Mr. McCloskey. That is correct. Just by way of example, in the village capital, in the village hut that goes for a city hall in the provinces in the north, there is a plaque on the wall that says “The Nation Overall” in Vietnamese; and the map is of all of Vietnam, North and South, not just South Vietnam. I could find no indication {p.643} on the part of anyone that South Vietnam was considered a permanent and independent nation as we would have it.
Senator Church. In your judgment, then, the overwhelming sentiment in both North and South Vietnam is to reunify the country.
Mr. McCloskey. I think I can say honestly — I have never been to North Vietnam — the resolve that keeps them coming 800 miles south to try to unify the country would so indicate.
Senator Church. Yes.
American policy for years has been to keep Vietnam divided, as well as to support and sustain an anti-Communist government in Saigon that would be closely allied with our country. From your testimony I understand there is no evidence whatever that that objective has been abandoned by the present Administration—
Mr. McCloskey. I would have to agree.
Senator Church (continuing). And that that objective will not be achieved once American forces leave.

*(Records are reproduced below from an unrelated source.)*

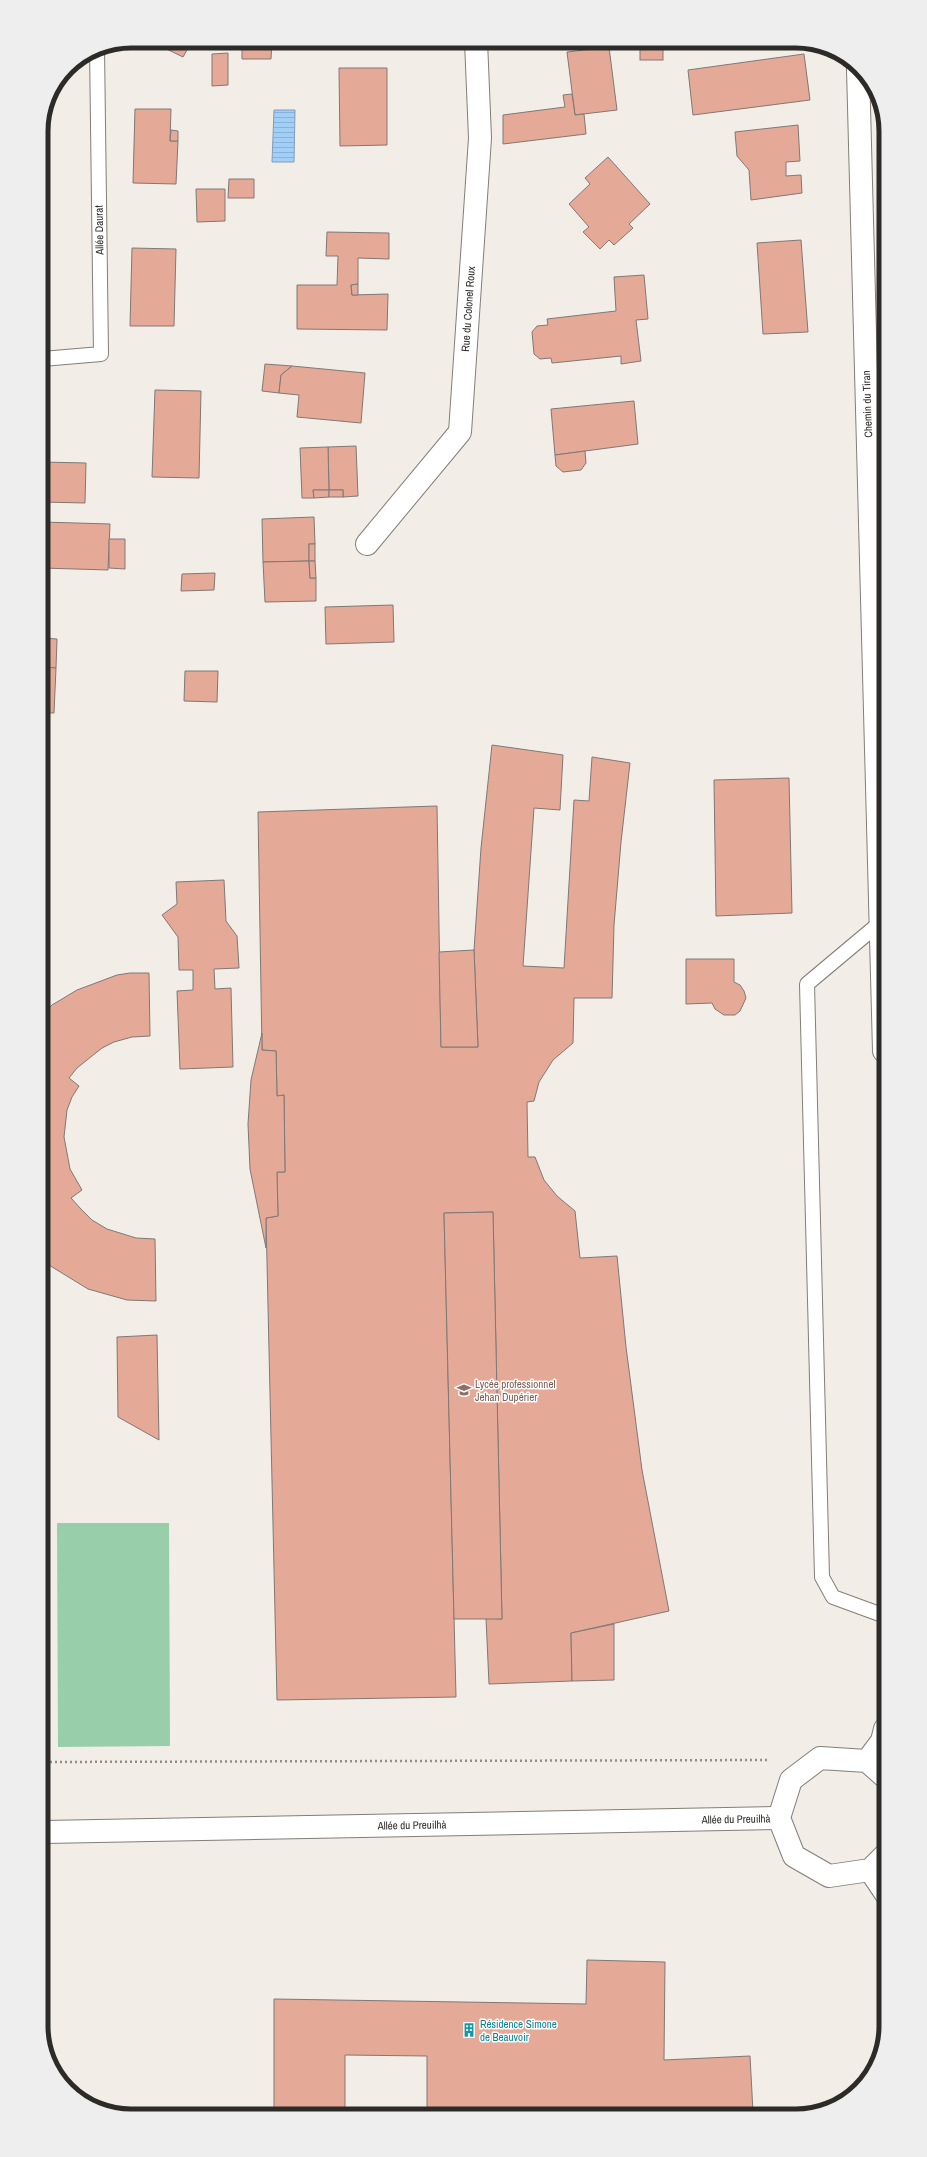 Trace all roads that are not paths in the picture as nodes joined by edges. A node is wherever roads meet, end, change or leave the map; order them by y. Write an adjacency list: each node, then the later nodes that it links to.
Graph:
1 (476, 48): 5 (street, Rue du Colonel Roux)
2 (97, 55): 4 (lane, Allée Daurat)
3 (858, 76): 6 (street, Chemin du Tiran)
4 (48, 358)
5 (367, 544)
6 (879, 848)
7 (879, 924): 8 (lane)
8 (879, 1614)
9 (879, 1745): 10 (street)
10 (867, 1760): 11 (street); 12 (street)
11 (879, 1771)
12 (779, 1818): 13 (street, Allée du Preuilhà); 15 (street)
13 (48, 1832)
14 (879, 1861): 15 (street)
15 (870, 1870): 16 (street)
16 (879, 1884) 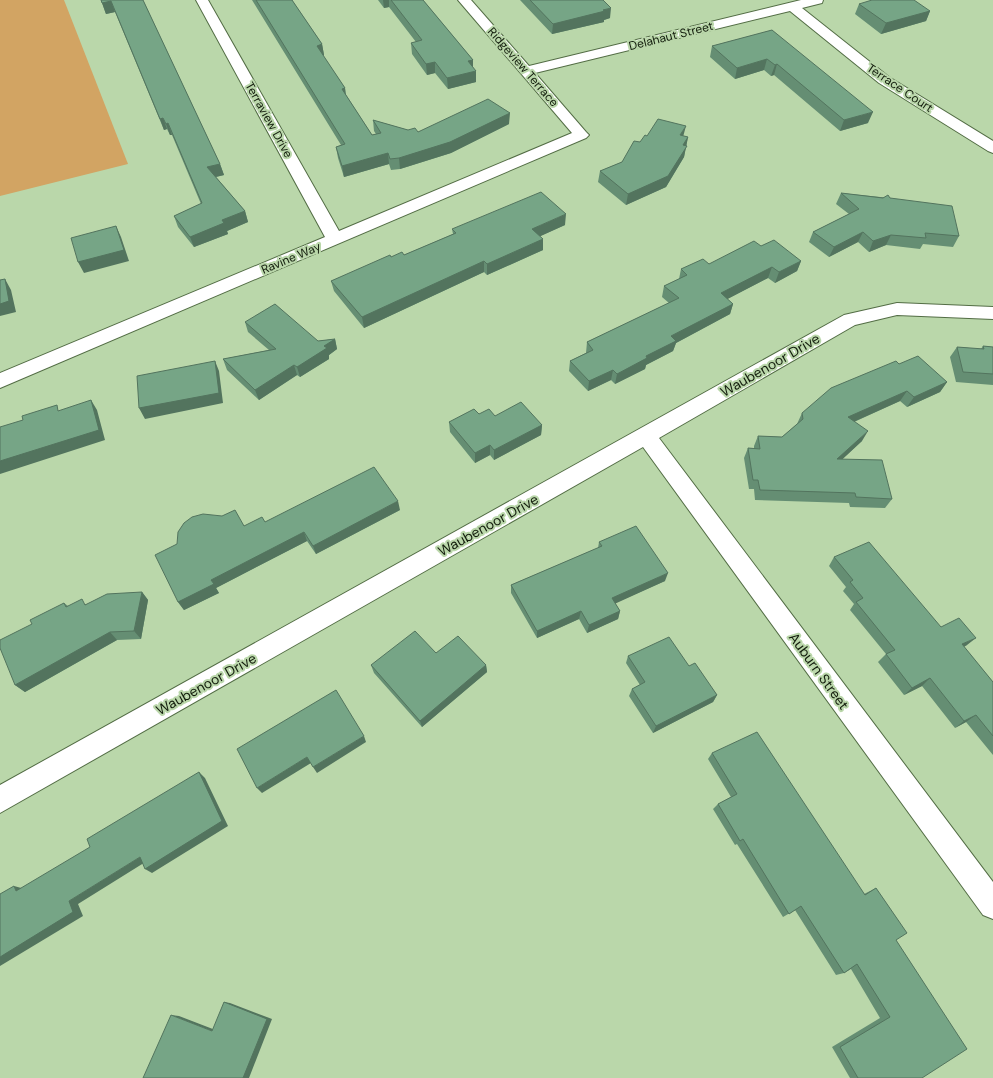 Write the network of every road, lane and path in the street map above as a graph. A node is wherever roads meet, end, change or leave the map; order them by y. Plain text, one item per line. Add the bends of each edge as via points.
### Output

Mr. McCloskey. Senator, let me make a qualification to my prior answer. I did detect in the President’s speech early after his election the mention of a peace based on the Geneva accords of 1954, and such a peace would presuppose the reunification of Vietnam within 2 years because that was the understanding under the Geneva accords of 1954. Unfortunately, I have seen no other mention by this Administration of a concurrence that they would accept a peace based on the Geneva accords which involved a unification of Vietnam.

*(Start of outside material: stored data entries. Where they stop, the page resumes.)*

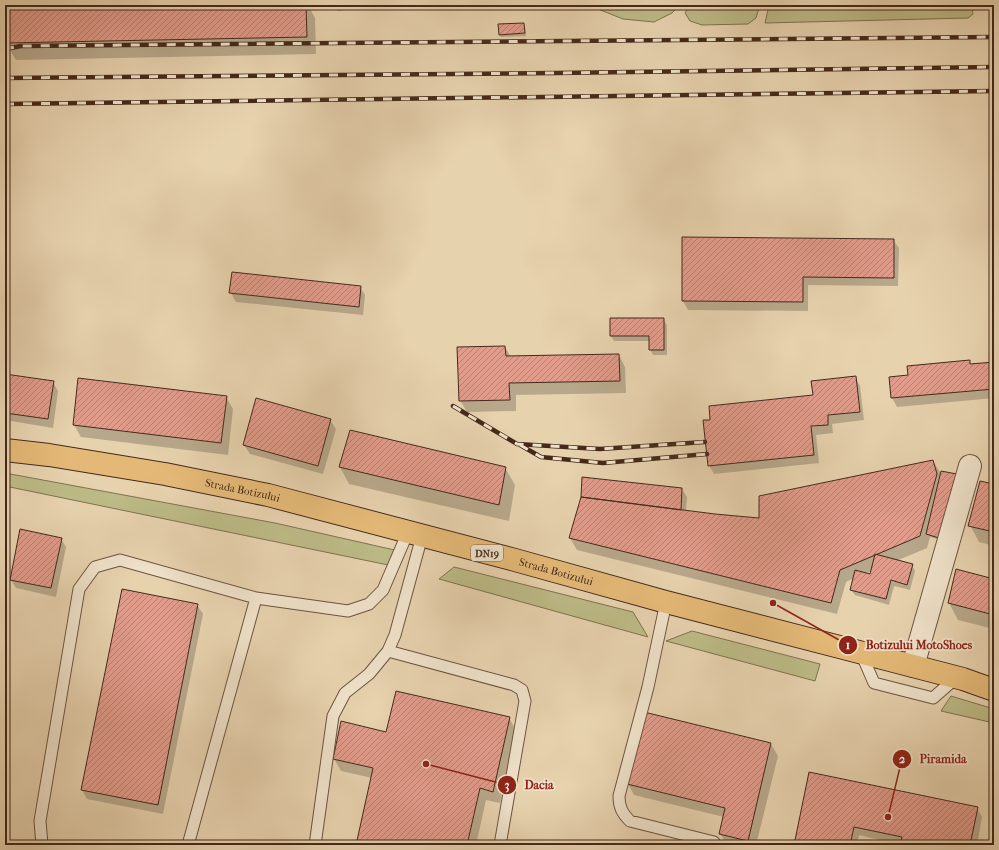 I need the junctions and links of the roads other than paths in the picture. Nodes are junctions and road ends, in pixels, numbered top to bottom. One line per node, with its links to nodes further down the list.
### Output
1 (5, 450): 3 (main road, Strada Botizului / DN19)
2 (970, 466): 8 (street)
3 (415, 534): 4 (lane); 5 (main road, Strada Botizului / DN19); 6 (lane)
4 (256, 598): 13 (lane); 14 (lane)
5 (666, 602): 7 (main road, Strada Botizului / DN19); 12 (lane)
6 (388, 651): 15 (lane); 16 (lane)
7 (861, 652): 8 (main road, Strada Botizului / DN19); 9 (lane)
8 (913, 666): 9 (main road, Strada Botizului / DN19)
9 (960, 678): 10 (main road, Strada Botizului / DN19); 11 (main road, Strada Botizului / DN19)
10 (994, 682)
11 (994, 690)
12 (714, 842)
13 (42, 845)
14 (188, 845)
15 (315, 845)
16 (500, 845)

Senator Church. The policy by which we fought this war has hardly been directed at a reunified Vietnam. Yet this will very likely occur by the forces that we have been opposing.
Mr. McCloskey. Correct.
Senator Church. I think the inability of the U.S. Government to know how the people of Vietnam really feel, what their political values are, and what their national objectives may be, has been evident throughout the whole course of our involvement in that country. It is also reflected in what has just happened in Cambodia.
From the contacts that I have had with the State Department and from the briefings that this committee has been given, it was unanticipated that Prince Sihanouk would be displaced in Cambodia. In fact, official opinion plus informed expert opinion here had it that if anyone was secure in Southeast Asia, it was Sihanouk.
This clearly demonstrates the fragility of any policy on our part which seeks objectives that are intimately indigenous, and the futility of attempting to win a civil war in a country such as Vietnam with a foreign army.
In the face of that experience, why are we not disengaging American military forces from Southeast Asia generally, especially from Laos and Thailand, before we find ourselves confronted with questions of honor, commitment, and the other political consequences that flow from such a predicament?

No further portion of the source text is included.